# GT: Preseason Game 3: Clippers vs. Suns 10/15



## Weasel (Oct 18, 2003)

<center>








vs.









Sat Oct 15
7:00 PM
</center>


----------



## Weasel (Oct 18, 2003)

It's back!

Bet on the game:
http://www.basketballboards.net/forum/showthread.php?t=207534


----------



## Darth Bryant (Feb 1, 2005)

I wanna bet but I need to know is Brand playing and Kaman playing tonight? If he is.. I'll take the 7 points any day of the week!!!!


----------



## Weasel (Oct 18, 2003)

CDRacingZX6R said:


> I wanna bet but I need to know is Brand playing and Kaman playing tonight? If he is.. I'll take the 7 points any day of the week!!!!

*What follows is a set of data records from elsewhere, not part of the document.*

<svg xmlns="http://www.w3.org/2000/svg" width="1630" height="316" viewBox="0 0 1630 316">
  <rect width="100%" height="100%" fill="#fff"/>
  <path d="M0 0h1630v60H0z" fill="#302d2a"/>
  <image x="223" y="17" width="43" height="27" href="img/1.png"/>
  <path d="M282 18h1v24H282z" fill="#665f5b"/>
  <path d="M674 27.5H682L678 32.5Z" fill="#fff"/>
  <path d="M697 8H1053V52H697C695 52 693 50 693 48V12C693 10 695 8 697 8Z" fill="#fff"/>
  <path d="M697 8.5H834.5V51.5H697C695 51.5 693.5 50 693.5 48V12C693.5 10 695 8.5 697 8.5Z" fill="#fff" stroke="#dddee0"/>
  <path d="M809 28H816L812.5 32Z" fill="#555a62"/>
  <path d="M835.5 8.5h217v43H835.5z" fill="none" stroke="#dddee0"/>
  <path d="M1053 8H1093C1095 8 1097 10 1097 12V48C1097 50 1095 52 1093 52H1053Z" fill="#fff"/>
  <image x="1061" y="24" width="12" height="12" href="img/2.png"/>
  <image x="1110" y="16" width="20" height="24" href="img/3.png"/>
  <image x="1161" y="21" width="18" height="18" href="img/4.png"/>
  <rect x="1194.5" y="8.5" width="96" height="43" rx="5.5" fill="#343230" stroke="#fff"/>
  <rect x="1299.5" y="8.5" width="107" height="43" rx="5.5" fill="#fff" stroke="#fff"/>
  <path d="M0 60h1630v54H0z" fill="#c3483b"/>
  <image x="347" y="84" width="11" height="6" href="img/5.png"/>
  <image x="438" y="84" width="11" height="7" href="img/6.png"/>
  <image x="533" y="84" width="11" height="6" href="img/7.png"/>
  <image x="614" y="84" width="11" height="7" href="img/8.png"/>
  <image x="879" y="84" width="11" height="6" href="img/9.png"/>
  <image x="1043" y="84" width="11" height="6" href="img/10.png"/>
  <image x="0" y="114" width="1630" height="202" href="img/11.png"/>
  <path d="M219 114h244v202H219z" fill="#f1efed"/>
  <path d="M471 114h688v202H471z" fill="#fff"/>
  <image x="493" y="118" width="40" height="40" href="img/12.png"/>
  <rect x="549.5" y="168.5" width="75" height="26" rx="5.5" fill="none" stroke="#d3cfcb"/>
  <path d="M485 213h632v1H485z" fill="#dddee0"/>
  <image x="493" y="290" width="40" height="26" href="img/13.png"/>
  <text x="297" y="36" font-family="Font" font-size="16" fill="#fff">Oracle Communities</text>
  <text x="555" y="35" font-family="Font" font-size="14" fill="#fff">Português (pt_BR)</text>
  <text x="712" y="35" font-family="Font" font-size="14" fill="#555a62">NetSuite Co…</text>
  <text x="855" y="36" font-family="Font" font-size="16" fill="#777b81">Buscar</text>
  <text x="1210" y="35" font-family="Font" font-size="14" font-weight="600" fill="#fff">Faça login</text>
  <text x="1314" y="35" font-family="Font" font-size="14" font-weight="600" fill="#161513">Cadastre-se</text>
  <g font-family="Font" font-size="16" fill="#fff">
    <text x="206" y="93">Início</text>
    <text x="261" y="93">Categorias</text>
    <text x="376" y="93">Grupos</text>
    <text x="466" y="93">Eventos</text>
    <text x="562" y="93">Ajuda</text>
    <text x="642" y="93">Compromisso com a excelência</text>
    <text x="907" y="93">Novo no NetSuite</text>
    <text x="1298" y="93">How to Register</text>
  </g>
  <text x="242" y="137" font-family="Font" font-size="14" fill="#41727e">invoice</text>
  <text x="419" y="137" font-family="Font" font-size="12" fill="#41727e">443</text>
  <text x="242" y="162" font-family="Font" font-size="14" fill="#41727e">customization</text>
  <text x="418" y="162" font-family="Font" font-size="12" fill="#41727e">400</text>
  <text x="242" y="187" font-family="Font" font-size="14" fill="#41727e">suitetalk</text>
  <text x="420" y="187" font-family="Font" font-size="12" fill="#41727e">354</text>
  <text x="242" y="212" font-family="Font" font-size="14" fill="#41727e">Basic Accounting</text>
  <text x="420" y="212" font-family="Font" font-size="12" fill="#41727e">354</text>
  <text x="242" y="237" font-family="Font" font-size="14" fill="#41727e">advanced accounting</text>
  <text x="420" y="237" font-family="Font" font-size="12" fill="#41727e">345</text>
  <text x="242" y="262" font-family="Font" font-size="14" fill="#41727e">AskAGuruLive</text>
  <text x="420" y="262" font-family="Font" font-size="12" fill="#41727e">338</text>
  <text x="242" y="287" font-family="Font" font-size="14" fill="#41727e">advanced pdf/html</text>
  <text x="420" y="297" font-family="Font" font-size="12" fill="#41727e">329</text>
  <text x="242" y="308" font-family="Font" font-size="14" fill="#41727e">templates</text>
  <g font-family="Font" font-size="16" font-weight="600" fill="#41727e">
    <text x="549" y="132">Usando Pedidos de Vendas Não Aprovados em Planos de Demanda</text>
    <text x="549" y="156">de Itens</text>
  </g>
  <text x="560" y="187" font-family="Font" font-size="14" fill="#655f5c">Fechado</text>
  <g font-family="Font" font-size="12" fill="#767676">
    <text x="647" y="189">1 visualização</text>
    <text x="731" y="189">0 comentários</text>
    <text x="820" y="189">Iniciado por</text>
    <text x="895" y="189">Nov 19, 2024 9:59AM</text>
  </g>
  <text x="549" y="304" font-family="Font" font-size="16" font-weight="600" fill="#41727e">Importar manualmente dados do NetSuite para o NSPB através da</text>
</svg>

Brand might play, Kaman won't he is attending his grandmothers funeral today.


----------



## Seuss (Aug 19, 2005)

lol, I had to bet some money for the Suns. 


Anyways, Why hasn't Livingston got minutes? Hes injured right?


I wanna see Livingston play. Hopefully, he gets better and stays healthy so I can see some thriple-doubles.


----------



## Darth Bryant (Feb 1, 2005)

Weasel said:


> Brand might play, Kaman won't he is attending his grandmothers funeral today.



Hrm.. Risky bet. Im going to bet on the Clips and hope that Brand at least can play tonight.


----------



## Weasel (Oct 18, 2003)

Is the game on league pass? If so hopefully for those who are watching the game can give us updates.


----------



## Seuss (Aug 19, 2005)

Weasel said:


> Is the game on league pass? If so hopefully for those who are watching the game can give us updates.


Not on League pass. You can listen live though on NBA.com



Just click on 'Courtside live' then click on 'listen live' and then click on either 'Suns' or 'Clippers' and it should let you listen to the game for free.


----------



## Dynasty Raider (Nov 15, 2002)

I'm not good at this, but since there's no one else here and we have guests wanting to hear something --- I'll try.

We're in the second, the Clippers are leading by 3 (31/28), Although Brand is playing I've yet to hear his name called for anything. Tabuse is playing because Sam has a Veteran's day off, and he's doing pretty good. Hear his name called a lot. Mobley is not as hot as last night. Corey is doing OK ...

That's it ... I'll put more later ... it's not easy listening and trying to relay here.


----------



## Dynasty Raider (Nov 15, 2002)

Wilcox rebounding aggressively. Mike Smith says that he "definitely got a message after Singleton's performance last night".

Tabuse is holding his own against Nash.

Still in the second, Clippers leading by 3.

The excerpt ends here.